Evolution of Life on Other Planets
A comprehensive review of scientific findings, published in prestigious scientific journals, is presented to explain how life from other planets evolved on Earth. These first Earthlings (archae, bacteria, and cyanobacteria) contained the genes and the genetic information for altering the environment, the "evolution" of multicellular eukaryotes, and the metamorphosis of all subsequent species.
These included exons, introns, transposable elements, informational and operational genes, RNA, ribozomes, mitochondria, and all the core genetic machinery for translating, expressing, and repeatedly duplicating genes and the entire genome.
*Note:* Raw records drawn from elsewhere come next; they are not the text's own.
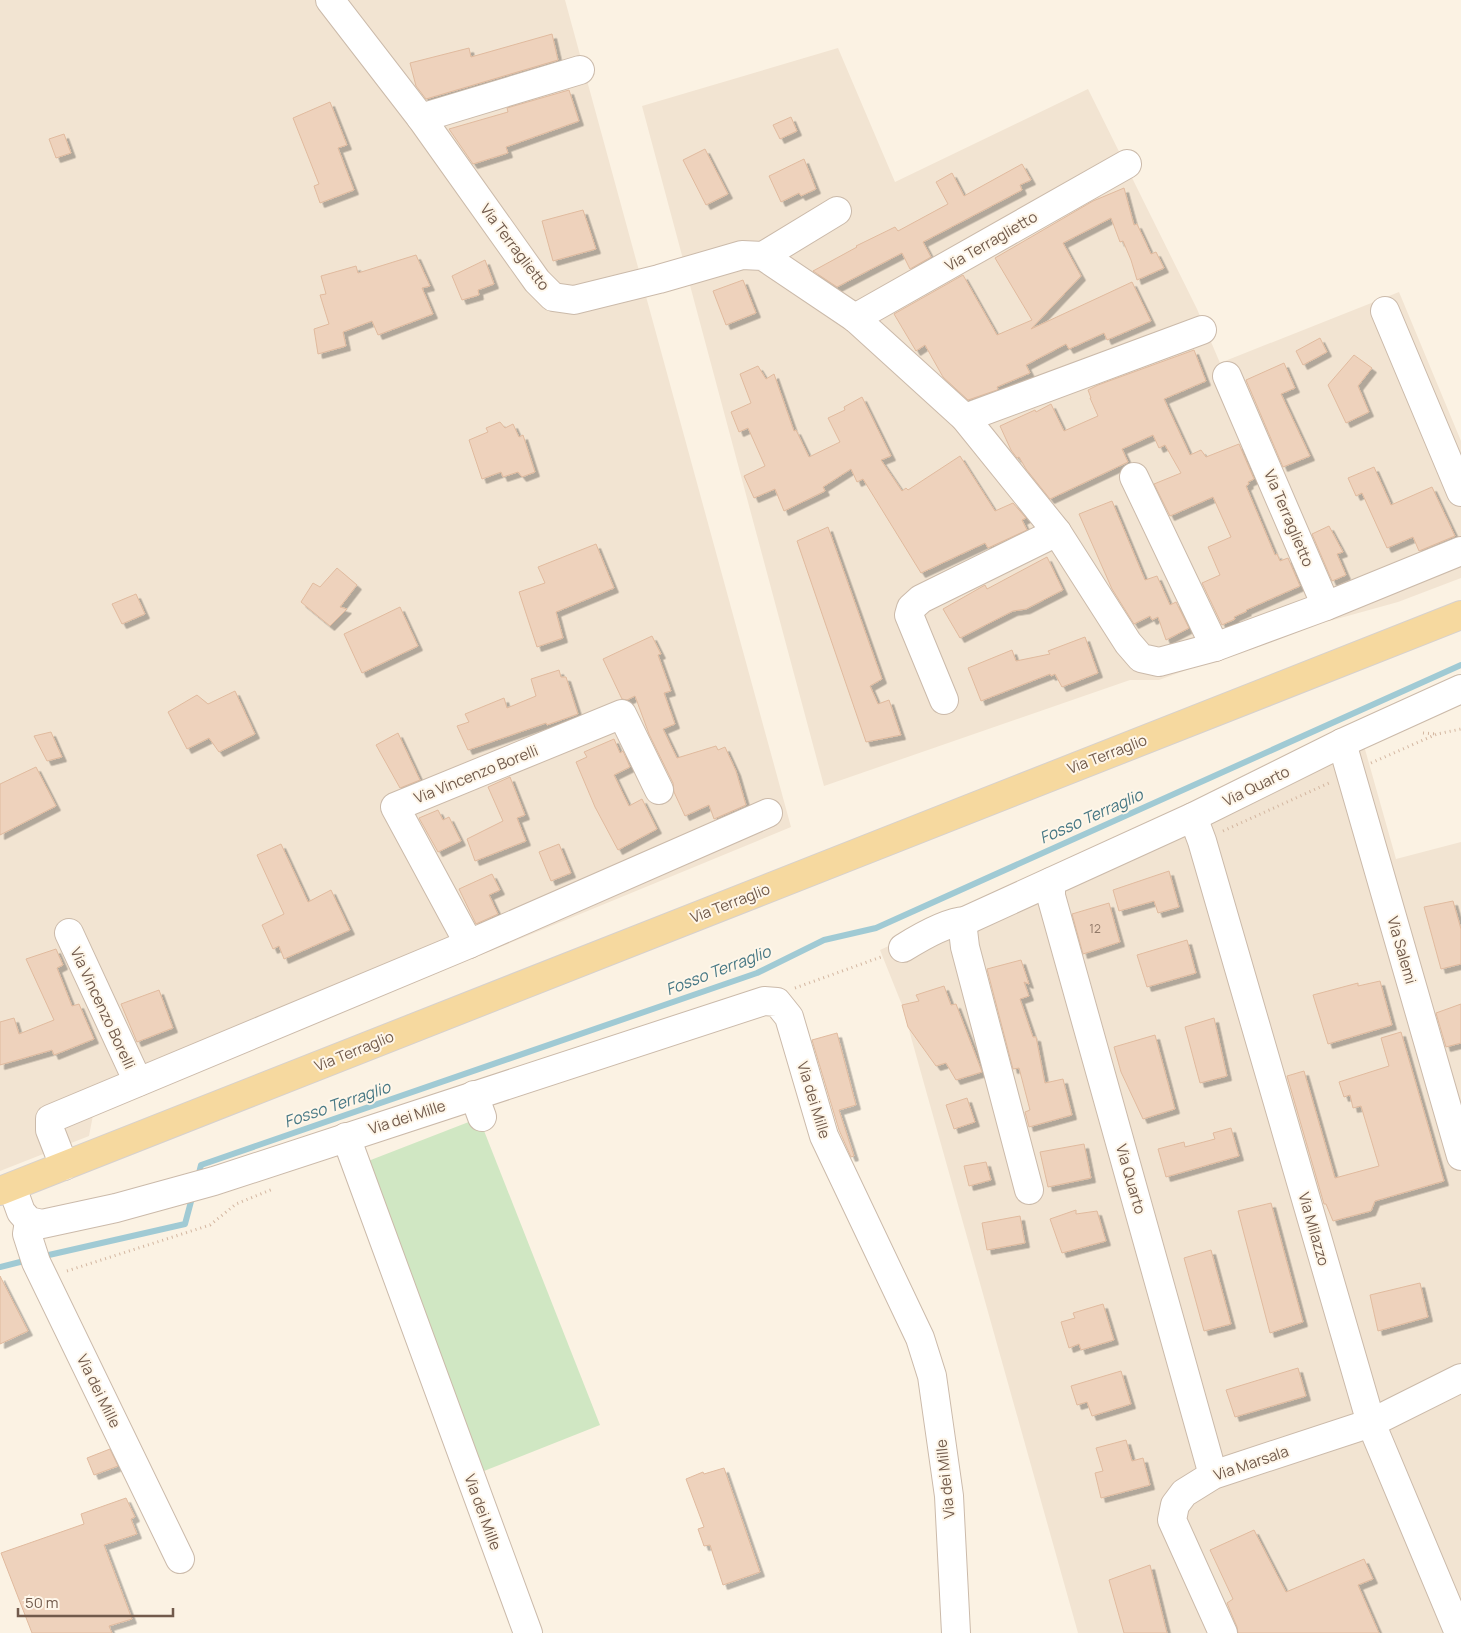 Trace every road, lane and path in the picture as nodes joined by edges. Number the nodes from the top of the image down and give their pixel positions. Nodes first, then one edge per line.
1 (330, 0) edge
2 (580, 70) dead end
3 (421, 118) junction
4 (1127, 164) dead end
5 (837, 211) dead end
6 (763, 256) junction
7 (1385, 311) dead end
8 (855, 318) junction
9 (1202, 330) dead end
10 (1227, 376) dead end
11 (965, 418) junction
12 (1134, 478) dead end
13 (1461, 492) edge
14 (1057, 532) junction
15 (1461, 551) edge
16 (1326, 606) junction
17 (1461, 615) edge
18 (1215, 647) junction
19 (1461, 689) edge
20 (944, 700) dead end
21 (1461, 729) edge
22 (1437, 734) dead end
23 (1342, 744) junction
24 (659, 790) dead end
25 (768, 813) dead end
26 (1193, 817) junction
27 (1051, 882) junction
28 (964, 921) junction
29 (69, 933) dead end
30 (469, 944) junction
31 (903, 948) joint
32 (778, 1002) junction
33 (138, 1082) junction
34 (346, 1137) junction
35 (1461, 1156) edge
36 (64, 1166) junction
37 (6, 1189) edge
38 (1029, 1190) dead end
39 (32, 1242) junction
40 (1461, 1378) edge
41 (1371, 1423) junction
42 (1213, 1475) junction
43 (180, 1559) dead end
44 (528, 1633) edge
45 (956, 1633) edge
46 (1223, 1633) edge
47 (1459, 1633) edge

1 - 3 street, Via Terraglietto
2 - 3 street
3 - 6 street, Via Terraglietto
4 - 8 street, Via Terraglietto
5 - 6 street, Via Terraglietto
6 - 8 street
7 - 13 street
8 - 11 street
9 - 11 street
10 - 16 street, Via Terraglietto
11 - 14 street
12 - 18 street
14 - 18 street
14 - 20 street
15 - 16 street
16 - 18 street
17 - 36 main road, Via Terraglio
19 - 23 street, Via Quarto
21 - 22 path
23 - 26 street, Via Quarto
23 - 35 street, Via Salemi
24 - 30 street, Via Vincenzo Borelli
25 - 30 street, Via Vincenzo Borelli
26 - 27 street, Via Quarto
26 - 41 street, Via Milazzo
27 - 28 street, Via Quarto
27 - 42 street, Via Quarto
28 - 31 street, Via Quarto
28 - 38 street
29 - 33 street, Via Vincenzo Borelli
30 - 33 street, Via Vincenzo Borelli
31 - 32 path
32 - 34 street, Via dei Mille
32 - 45 street, Via dei Mille
33 - 36 street, Via Vincenzo Borelli
34 - 39 street, Via dei Mille
34 - 44 street, Via dei Mille
36 - 37 main road, Via Terraglio
37 - 39 street, Via dei Mille
39 - 43 street, Via dei Mille
40 - 41 street, Via Marsala
41 - 42 street, Via Marsala
41 - 47 street, Via Milazzo
42 - 46 street, Via Marsala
Prokaryotic genes were initially combined to fashion the first eukaryotes and/or were donated and transferred to unicellular then multicellular eukaryotes and then subsequently expressed in response to biologically engineered environmental influences, often in busts of explosive evolutionary change, as typified by the Cambrian Explosion.
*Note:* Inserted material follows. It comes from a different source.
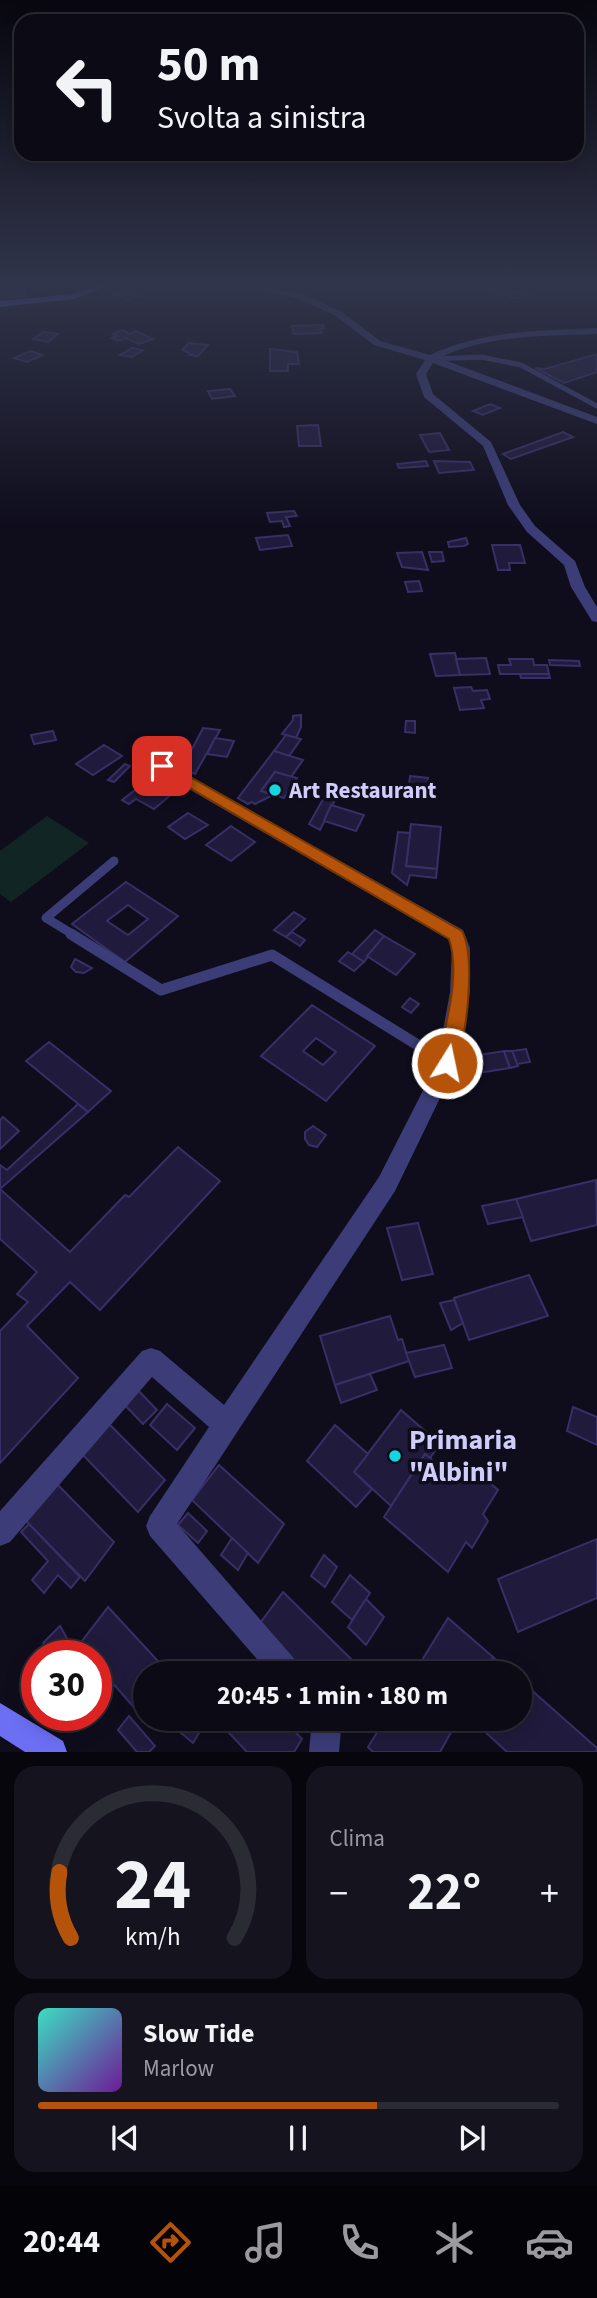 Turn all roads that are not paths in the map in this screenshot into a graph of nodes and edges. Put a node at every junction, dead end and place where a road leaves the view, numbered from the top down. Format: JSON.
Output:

Genes biologically alter the environment such as via the secretion of waste products, e.g. methane, oxygen, calcium carbonate, sulphides, ferrous iron, etc., which acts on gene expression. However, these genes and life on Earth did not randomly evolve. Evolution is metamorphosis. These genes were inherited from ancestral species who acquired these genes and these genetic instructions from living creatures that long ago lived on other planets.